The ’36 and ’39 festivals both featured a solo Irish jig from dancer Donna Mae Oestereich17 who was accompanied in 1936 by Milner. The 1936 festival program also lists music by an “orchestra” as part of the Irish program.

Based on what we know about Sis McDonough, and considering the instruments and costumes in our Mystery Photo, none of the above performers seem like probable matches. However, other sections of these two Festival of Nations programs list dancers doing reels, jigs and schottisches to violin accompaniment. These seem like a likelier match. The Eight Hand Reel group listed in 1939 (see below) could even, at first glance, be the group in our photo. I now believe it is at least quite close to that!

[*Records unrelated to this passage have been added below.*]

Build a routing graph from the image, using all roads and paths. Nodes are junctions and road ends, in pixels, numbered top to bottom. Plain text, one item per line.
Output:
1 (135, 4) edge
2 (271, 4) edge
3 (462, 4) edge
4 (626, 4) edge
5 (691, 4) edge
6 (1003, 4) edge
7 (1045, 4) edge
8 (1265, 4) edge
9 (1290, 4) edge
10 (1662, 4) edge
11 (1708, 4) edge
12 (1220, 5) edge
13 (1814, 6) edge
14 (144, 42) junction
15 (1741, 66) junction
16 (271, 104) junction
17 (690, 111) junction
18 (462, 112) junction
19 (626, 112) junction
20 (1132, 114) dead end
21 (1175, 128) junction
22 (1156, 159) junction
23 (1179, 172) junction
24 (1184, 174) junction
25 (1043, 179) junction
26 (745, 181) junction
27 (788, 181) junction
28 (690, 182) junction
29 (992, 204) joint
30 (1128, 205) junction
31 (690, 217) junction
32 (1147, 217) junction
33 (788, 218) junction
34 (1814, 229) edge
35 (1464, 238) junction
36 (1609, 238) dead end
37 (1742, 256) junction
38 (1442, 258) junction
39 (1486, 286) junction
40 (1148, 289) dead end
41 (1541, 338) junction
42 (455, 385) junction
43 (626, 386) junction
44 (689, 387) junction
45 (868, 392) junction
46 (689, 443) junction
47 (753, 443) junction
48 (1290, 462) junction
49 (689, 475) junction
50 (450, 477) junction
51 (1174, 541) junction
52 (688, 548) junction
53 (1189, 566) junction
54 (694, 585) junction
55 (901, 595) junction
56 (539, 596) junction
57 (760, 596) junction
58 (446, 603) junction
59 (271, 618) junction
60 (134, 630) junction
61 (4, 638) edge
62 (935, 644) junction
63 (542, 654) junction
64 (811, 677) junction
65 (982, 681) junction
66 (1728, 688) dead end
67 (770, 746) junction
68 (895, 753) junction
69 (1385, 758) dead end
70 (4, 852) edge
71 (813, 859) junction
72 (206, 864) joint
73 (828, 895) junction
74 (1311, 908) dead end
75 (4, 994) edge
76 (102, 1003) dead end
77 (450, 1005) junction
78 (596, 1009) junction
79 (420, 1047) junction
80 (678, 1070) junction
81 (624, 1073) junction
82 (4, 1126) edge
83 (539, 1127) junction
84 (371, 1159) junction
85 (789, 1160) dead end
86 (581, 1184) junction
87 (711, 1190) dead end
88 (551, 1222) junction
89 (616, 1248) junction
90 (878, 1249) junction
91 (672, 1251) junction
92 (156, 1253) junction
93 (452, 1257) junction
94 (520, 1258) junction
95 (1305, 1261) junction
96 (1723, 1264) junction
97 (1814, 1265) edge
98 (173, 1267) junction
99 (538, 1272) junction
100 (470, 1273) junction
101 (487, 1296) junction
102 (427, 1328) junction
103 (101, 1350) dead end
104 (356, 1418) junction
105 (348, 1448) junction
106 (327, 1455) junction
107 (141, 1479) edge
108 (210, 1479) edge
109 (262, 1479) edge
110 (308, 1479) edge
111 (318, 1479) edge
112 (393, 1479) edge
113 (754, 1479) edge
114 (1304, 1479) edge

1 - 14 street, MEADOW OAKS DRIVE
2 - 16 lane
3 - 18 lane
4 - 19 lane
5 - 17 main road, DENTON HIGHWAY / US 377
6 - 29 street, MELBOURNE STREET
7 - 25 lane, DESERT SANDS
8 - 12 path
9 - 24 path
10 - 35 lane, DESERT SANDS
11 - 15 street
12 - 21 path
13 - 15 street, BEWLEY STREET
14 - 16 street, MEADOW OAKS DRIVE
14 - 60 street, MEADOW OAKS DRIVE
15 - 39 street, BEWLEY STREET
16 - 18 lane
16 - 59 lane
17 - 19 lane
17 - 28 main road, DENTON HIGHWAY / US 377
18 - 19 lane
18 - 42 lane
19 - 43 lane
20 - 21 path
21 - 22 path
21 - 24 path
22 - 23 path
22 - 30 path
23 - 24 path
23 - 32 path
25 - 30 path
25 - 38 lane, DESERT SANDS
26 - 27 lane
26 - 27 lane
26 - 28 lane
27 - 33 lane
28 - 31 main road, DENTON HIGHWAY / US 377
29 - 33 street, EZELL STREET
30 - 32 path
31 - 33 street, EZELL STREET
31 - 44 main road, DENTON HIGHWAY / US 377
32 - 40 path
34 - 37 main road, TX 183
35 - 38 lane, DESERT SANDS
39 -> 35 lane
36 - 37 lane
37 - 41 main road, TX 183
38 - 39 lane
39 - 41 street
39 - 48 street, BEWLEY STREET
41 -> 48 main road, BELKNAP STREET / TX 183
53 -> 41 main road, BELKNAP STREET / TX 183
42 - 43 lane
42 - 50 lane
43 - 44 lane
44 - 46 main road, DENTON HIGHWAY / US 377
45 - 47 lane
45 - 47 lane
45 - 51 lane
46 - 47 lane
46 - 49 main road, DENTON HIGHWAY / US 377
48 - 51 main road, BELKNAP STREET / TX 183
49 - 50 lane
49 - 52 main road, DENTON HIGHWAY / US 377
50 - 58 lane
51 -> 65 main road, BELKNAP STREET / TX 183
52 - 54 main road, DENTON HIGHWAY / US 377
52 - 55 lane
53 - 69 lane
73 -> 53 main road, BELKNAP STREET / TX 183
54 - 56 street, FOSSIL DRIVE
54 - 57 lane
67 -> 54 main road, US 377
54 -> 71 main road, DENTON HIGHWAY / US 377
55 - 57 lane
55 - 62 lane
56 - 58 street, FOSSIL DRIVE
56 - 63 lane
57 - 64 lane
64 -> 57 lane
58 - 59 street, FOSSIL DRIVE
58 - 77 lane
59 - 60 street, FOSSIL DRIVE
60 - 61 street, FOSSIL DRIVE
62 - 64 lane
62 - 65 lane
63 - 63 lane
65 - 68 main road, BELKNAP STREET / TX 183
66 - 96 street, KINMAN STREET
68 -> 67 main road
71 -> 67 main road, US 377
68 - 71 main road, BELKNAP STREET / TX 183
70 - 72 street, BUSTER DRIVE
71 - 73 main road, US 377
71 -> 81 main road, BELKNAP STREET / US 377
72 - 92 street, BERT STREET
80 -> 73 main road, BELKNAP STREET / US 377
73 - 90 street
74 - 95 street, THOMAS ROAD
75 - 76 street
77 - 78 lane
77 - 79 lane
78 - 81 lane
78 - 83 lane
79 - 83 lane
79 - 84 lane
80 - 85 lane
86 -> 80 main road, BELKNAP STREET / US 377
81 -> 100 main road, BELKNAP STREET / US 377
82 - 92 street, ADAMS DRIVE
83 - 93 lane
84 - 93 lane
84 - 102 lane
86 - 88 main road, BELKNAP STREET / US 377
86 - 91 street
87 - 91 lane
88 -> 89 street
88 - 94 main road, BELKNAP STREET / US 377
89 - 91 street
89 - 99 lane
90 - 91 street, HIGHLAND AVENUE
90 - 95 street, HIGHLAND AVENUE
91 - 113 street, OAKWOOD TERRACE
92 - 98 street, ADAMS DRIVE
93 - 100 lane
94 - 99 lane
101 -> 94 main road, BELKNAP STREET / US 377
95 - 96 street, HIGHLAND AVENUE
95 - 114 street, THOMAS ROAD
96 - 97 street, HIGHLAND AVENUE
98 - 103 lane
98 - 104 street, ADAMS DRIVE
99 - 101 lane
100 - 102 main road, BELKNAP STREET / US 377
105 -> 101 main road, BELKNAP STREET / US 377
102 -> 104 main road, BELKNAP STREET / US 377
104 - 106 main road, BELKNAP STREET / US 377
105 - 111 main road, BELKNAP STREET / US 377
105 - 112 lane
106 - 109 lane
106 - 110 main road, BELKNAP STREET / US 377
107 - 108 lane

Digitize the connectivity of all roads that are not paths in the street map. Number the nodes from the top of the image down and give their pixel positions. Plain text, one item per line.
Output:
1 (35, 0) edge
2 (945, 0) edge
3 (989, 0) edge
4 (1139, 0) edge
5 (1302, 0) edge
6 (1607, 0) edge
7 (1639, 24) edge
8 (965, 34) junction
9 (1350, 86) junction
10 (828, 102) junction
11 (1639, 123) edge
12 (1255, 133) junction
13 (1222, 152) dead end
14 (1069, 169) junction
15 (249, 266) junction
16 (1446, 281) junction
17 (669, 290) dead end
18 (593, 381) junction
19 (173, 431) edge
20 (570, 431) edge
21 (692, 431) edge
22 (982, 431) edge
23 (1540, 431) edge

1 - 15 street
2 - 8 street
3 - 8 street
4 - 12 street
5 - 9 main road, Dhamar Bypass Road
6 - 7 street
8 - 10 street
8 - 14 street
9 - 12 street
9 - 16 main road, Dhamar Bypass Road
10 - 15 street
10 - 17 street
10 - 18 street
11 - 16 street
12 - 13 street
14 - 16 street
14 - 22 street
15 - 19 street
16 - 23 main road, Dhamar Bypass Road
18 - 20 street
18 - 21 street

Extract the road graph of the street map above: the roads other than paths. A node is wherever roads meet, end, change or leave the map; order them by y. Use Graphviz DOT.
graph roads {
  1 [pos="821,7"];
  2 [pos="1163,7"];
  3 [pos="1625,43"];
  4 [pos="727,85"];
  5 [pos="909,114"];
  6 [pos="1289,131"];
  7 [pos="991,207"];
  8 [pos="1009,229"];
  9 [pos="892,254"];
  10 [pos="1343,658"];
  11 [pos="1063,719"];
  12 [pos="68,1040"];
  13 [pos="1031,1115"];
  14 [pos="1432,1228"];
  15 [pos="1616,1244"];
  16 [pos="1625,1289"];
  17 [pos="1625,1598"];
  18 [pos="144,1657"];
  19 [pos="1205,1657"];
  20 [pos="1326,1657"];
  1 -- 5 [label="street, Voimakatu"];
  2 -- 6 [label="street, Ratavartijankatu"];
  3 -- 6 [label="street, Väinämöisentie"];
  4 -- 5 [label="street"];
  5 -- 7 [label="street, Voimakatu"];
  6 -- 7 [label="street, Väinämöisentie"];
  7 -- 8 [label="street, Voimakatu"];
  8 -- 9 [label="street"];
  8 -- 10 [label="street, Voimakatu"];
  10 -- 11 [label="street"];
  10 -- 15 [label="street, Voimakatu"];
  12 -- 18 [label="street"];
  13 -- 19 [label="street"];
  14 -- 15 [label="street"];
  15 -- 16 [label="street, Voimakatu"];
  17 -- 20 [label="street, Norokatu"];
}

1939 Festival of Nations Irish performance program listing. McKiernan Library Archives

Eight and Six Hand Reels

The Eight Hand Reel is a group dance that was very popular in Ireland during the 1800s. Its popularity lagged at the turn of the century as new quadrilles (what would now be termed set dances) came in. The quadrilles were themselves closely related to the Eight Hand Reel in that they are danced by four couples arranged in a square. The Six Hand Reel, in contrast, is traditionally danced by two men and four women forming two trios—each consisting of a man with a woman on either side.19

It is worth noting that experienced Irish dancers are able to choose which dance to do based on the availability of dancers and might change a planned Eight Hand Reel into a Six Hand Reel somewhat on the fly. Unison-playing musicians such as fiddlers and accordion players can similarly be added or subtracted. The particular group captured in our Mystery Photo might be the product of this flexibility.

With this in mind, here are the five people in the Mystery Photo I feel confident identifying.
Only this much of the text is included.